Like many other words, they can be used in many ways.
I am not looking forward to dating as like many of you I was not good at it 30 years ago either. The good news is that I'm not ready or interested quite yet so its not a big concern for me.
Hang in there Pam.
Maybe you can get a free newspaper like I recently from the local "old folks" organization inviting you to bingo and cards, and pictures of 80 year olds sitting in the park on a sunny day.
I know I'm not young, but I don't need a walker quite yet either!
Veronica
Pink Person
03-14-2010, 09:01 PM
If someone uses the word tranny as a positive informal term that means transperson, transfeminine person, transmasculine person, transfemale person, or transmale person then I think it's okay.
If someone uses the term to trivialize, insult, or invalidate the above types of people then it is definitely not okay.
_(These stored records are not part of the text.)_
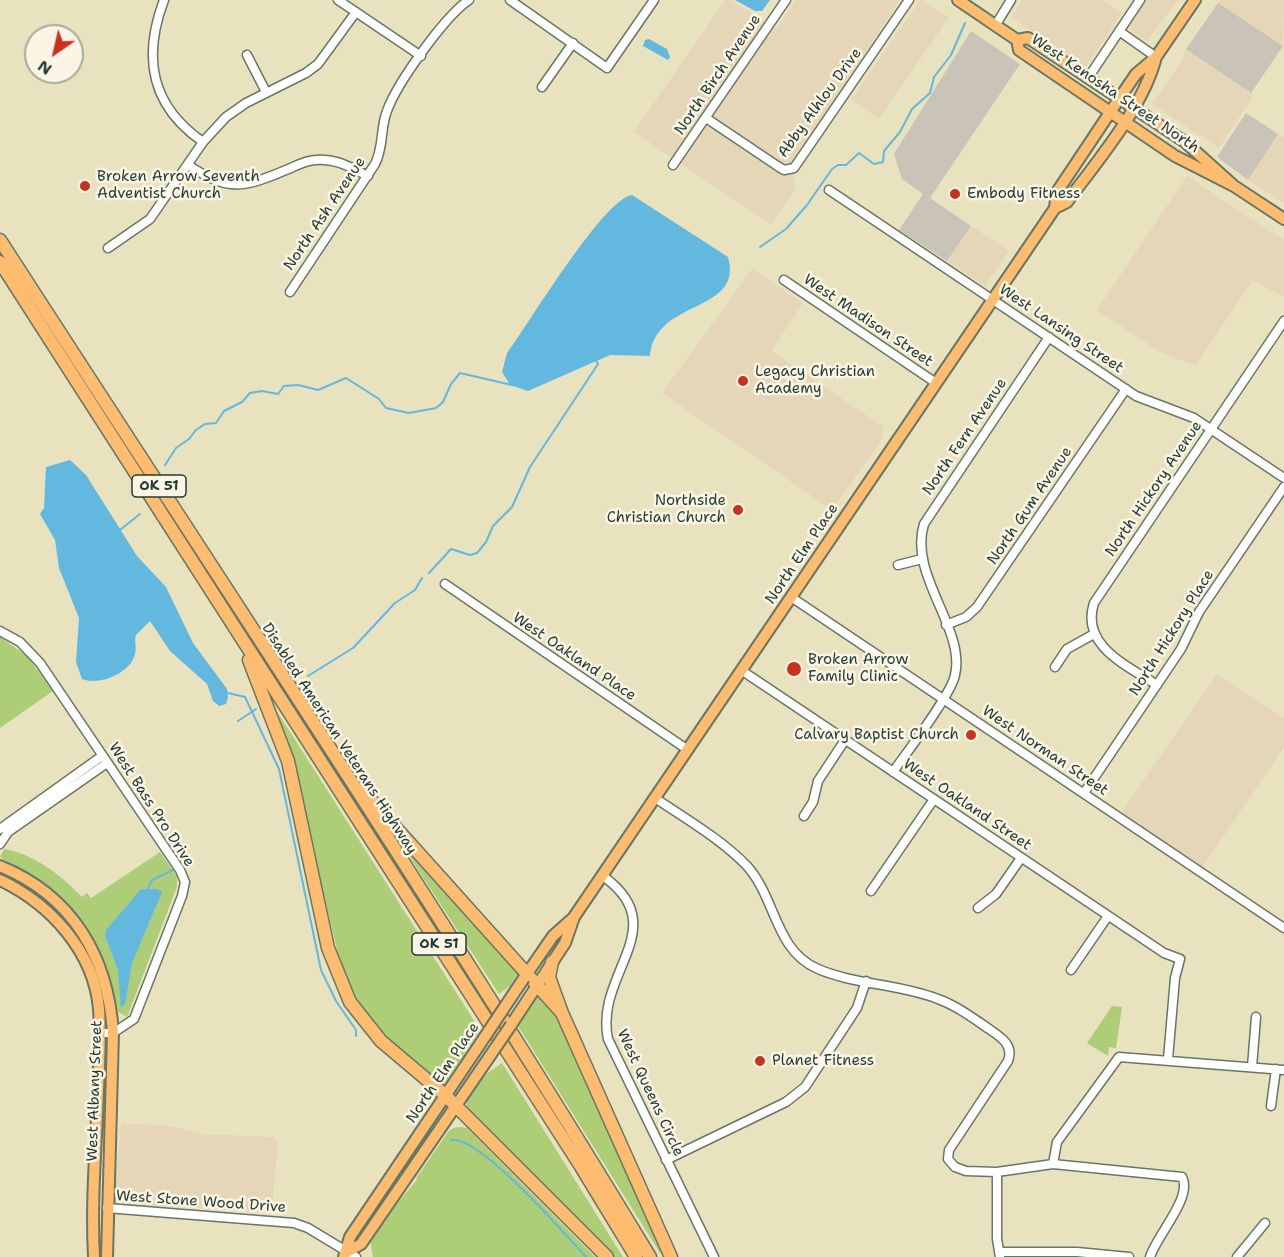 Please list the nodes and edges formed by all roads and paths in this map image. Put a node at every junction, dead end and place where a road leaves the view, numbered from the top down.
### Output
1 (164, 0) edge
2 (338, 0) edge
3 (469, 0) edge
4 (510, 0) edge
5 (654, 0) edge
6 (786, 0) edge
7 (909, 0) edge
8 (958, 0) edge
9 (1011, 0) edge
10 (1140, 0) edge
11 (1195, 0) edge
12 (356, 12) junction
13 (995, 26) junction
14 (1119, 32) junction
15 (1017, 40) junction
16 (573, 43) junction
17 (247, 55) dead end
18 (421, 56) junction
19 (1156, 57) junction
20 (1088, 78) junction
21 (542, 87) dead end
22 (266, 92) junction
23 (1119, 99) junction
24 (1132, 108) junction
25 (1110, 112) junction
26 (705, 118) junction
27 (1123, 121) junction
28 (203, 142) junction
29 (188, 165) junction
30 (673, 165) dead end
31 (368, 176) junction
32 (1234, 186) junction
33 (829, 189) dead end
34 (1055, 208) junction
35 (1284, 219) edge
36 (0, 240) edge
37 (108, 248) dead end
38 (0, 262) edge
39 (784, 280) dead end
40 (290, 292) dead end
41 (993, 299) junction
42 (1284, 321) edge
43 (1049, 337) junction
44 (936, 383) junction
45 (1126, 388) junction
46 (1211, 429) junction
47 (1284, 478) edge
48 (1284, 487) edge
49 (922, 559) junction
50 (898, 565) dead end
51 (445, 584) dead end
52 (791, 597) junction
53 (946, 625) junction
54 (0, 631) edge
55 (239, 633) junction
56 (1094, 634) junction
57 (1055, 667) dead end
58 (741, 670) junction
59 (1157, 685) junction
60 (943, 699) junction
61 (844, 740) junction
62 (688, 750) junction
63 (104, 759) junction
64 (339, 766) junction
65 (893, 772) junction
66 (1084, 793) junction
67 (655, 798) junction
68 (933, 799) junction
69 (804, 816) dead end
70 (0, 829) edge
71 (0, 844) edge
72 (1021, 858) junction
73 (0, 866) edge
74 (603, 876) junction
75 (0, 880) edge
76 (871, 891) dead end
77 (978, 908) dead end
78 (1108, 916) junction
79 (574, 917) junction
80 (1284, 928) edge
81 (552, 962) junction
82 (1071, 970) dead end
83 (526, 976) junction
84 (866, 981) junction
85 (536, 987) junction
86 (562, 1013) junction
87 (1256, 1017) dead end
88 (100, 1033) junction
89 (113, 1034) junction
90 (1168, 1059) junction
91 (1252, 1066) junction
92 (1280, 1069) edge
93 (445, 1095) junction
94 (456, 1105) junction
95 (1271, 1106) dead end
96 (666, 1160) junction
97 (1053, 1164) junction
98 (997, 1172) junction
99 (94, 1208) junction
100 (107, 1208) junction
101 (1265, 1223) dead end
102 (349, 1255) edge
103 (1000, 1255) edge
104 (94, 1257) edge
105 (107, 1257) edge
106 (607, 1257) edge
107 (636, 1257) edge
108 (650, 1257) edge
109 (671, 1257) edge
110 (714, 1257) edge
111 (1129, 1257) edge
112 (1150, 1257) edge
113 (1237, 1257) edge

1 - 28 street
2 - 12 street
3 - 18 street, North Ash Avenue
4 - 16 street
5 - 16 street
6 - 26 street, North Birch Avenue
7 - 26 street, Abby Alhlou Drive
8 - 13 main road, West Kenosha Street North
9 - 13 street
10 - 14 street
11 - 19 main road, North Elm Place
12 - 18 street
12 - 22 street
13 - 15 main road, West Kenosha Street North
14 - 19 street
14 - 20 street
15 - 20 main road, West Kenosha Street North
15 - 25 main road, West Kenosha Street North
16 - 21 street
17 - 22 street
18 - 31 street, North Ash Avenue
19 - 23 main road, North Elm Place
19 - 24 main road, North Elm Place
20 - 23 main road, West Kenosha Street North
22 - 28 street
23 - 24 main road, West Kenosha Street North
23 - 25 main road, North Elm Place
24 - 27 main road, North Elm Place
24 - 32 main road, West Kenosha Street North
25 - 27 main road, West Kenosha Street North
25 - 34 main road, North Elm Place
26 - 30 street, North Birch Avenue
27 - 32 main road, West Kenosha Street North
27 - 34 main road, North Elm Place
28 - 29 street
29 - 31 street
29 - 37 street
31 - 40 street, North Ash Avenue
32 - 35 main road, West Kenosha Street North
33 - 41 street, West Lansing Street
34 - 41 main road, North Elm Place
36 - 64 highway, Disabled American Veterans Highway / OK 51
38 - 55 highway, Disabled American Veterans Highway / OK 51
39 - 44 street, West Madison Street
41 - 43 street, West Lansing Street
41 - 44 main road, North Elm Place
42 - 46 street, North Hickory Avenue
43 - 45 street, West Lansing Street
43 - 49 street, North Fern Avenue
44 - 52 main road, North Elm Place
45 - 46 street, West Lansing Street
45 - 53 street, North Gum Avenue
46 - 47 street, West Lansing Street
46 - 56 street, North Hickory Avenue
48 - 59 street, North Hickory Place
49 - 50 street
49 - 53 street, North Fern Avenue
51 - 62 street, West Oakland Place
52 - 58 main road, North Elm Place
52 - 60 street, West Norman Street
53 - 60 street, North Fern Avenue
54 - 63 street, West Bass Pro Drive
55 - 93 highway
55 - 107 highway, Disabled American Veterans Highway / OK 51
56 - 57 street
56 - 59 street
58 - 61 street, West Oakland Street
58 - 62 main road, North Elm Place
59 - 66 street, North Hickory Place
60 - 65 street, North Fern Avenue
60 - 66 street, West Norman Street
61 - 65 street, West Oakland Street
61 - 69 street
62 - 67 main road, North Elm Place
63 - 70 street
63 - 71 street
63 - 89 street, West Bass Pro Drive
64 - 83 highway
64 - 108 highway, Disabled American Veterans Highway / OK 51
65 - 68 street, West Oakland Street
66 - 80 street, West Norman Street
67 - 74 main road, North Elm Place
67 - 84 street
68 - 72 street, West Oakland Street
68 - 76 street
72 - 77 street
72 - 78 street, West Oakland Street
73 - 89 main road, West Albany Street
74 - 79 main road, North Elm Place
74 - 96 street, West Queens Circle
75 - 88 main road, West Albany Street
78 - 82 street
78 - 90 street, West Oakland Street
79 - 81 main road, North Elm Place
79 - 83 main road, North Elm Place
81 - 85 main road, North Elm Place
81 - 86 highway
83 - 85 highway
83 - 93 main road, North Elm Place, bridge
84 - 96 street
84 - 98 street
85 - 86 highway
85 - 94 main road, North Elm Place, bridge
86 - 109 highway
87 - 91 street
88 - 89 street
88 - 99 main road, West Albany Street
89 - 100 main road, West Albany Street
90 - 91 street
90 - 97 street
91 - 92 street
92 - 95 street
93 - 94 highway
93 - 102 main road, North Elm Place
94 - 102 main road, North Elm Place
94 - 106 highway
96 - 110 street, West Queens Circle
97 - 98 street
97 - 112 street
98 - 103 street
99 - 100 main road
99 - 104 main road, West Albany Street
100 - 102 street, West Stone Wood Drive
100 - 105 main road, West Albany Street
101 - 113 street
103 - 111 street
Unfortunately, the negative uses of the term are very prevalent, so I understand your feelings.
ronny
03-14-2010, 09:55 PM
Well, no I think you are not too sensitive. I just see myself as a post op ts...all woman. My advise is simply be yourself...a beautiful woman waiting to be found. Enjoy your life with friends and just let the other happen where and when it will. Congrats..u look good girl!!
Roni
Eileen
03-15-2010, 09:03 AM
Pamela you may already have and active social life but if you do not, it is a good place to start. It looks like many of us were not comfortable dating years ago and for many, including me, the thought of dating may seem even more frigthening today. For me, atthis time in my transition, I find having an active social life is very fulfilling. In time perhaps I will want to move on. Just enjoy being being your true self. Being happy is a great facilitator.
As for Tranny, I do not like it and my reaction to the word depends on who and how it is used. In any case, someone's use of the word is not going to dampen my day.
Eileen
Genifer Teal
03-15-2010, 10:43 PM
Tranny could apply to many of the variety of us here. Possibly it applies the least to our TS sisters. I used to take offense to the word. My last GF used it all the time. I quickly realized she used it generically to refer to anyone who is trans. I've since adopted the word in my own vocabulary and no longer mind it's use. On occasion I can still take it in a bad way but for the most part I would not worry about it.
Gen
Plasibeau
03-15-2010, 11:41 PM
The issue trully is the context and the company. Even in certain company the context becomes even more important. It would seem to be the n*gga issue that many afro-americans try to use, but the fact remains that the word is negative and honestly shouldn't be used at all. Just like tr*nny. But that said, I'd rather be called either of those than coon or *******.
I too am bother by the connotation of the word "tranny".
Hey, if you interested in dating, why not go to a regular "hetro" dating site? You just never know who you are going to find in such places.
CharleneT
03-16-2010, 11:12 AM
I think it is all about context, when and how it is used.
Oh, and I call Sharon a Tranny all the time .... too ! :tongueout
carolinoakland
03-16-2010, 11:16 AM
I feel that the word Tranny is as offensive to the trans culture as the "N" word is to the african american culture... and used just about the same way. Stupidly.
Arianna Aine
03-18-2010, 06:09 AM
personally, some of the words people use for transgender/transsexual people (and even cross-dressers and transvestites sometimes) really, really bug me. a smacked someone in the head for using 'she-male' in my presence once. another time, a friend of mine punched someone in the face for calling me a 'tranny' (which was amusing, though more violent than i would like :heehee:). while the second bugs me less than the first, it still bugs me.
i suppose i could be being a little too sensitive, i would never deny that possibility, but i definitely don't appreciate being called those words...my name is aria, damnit.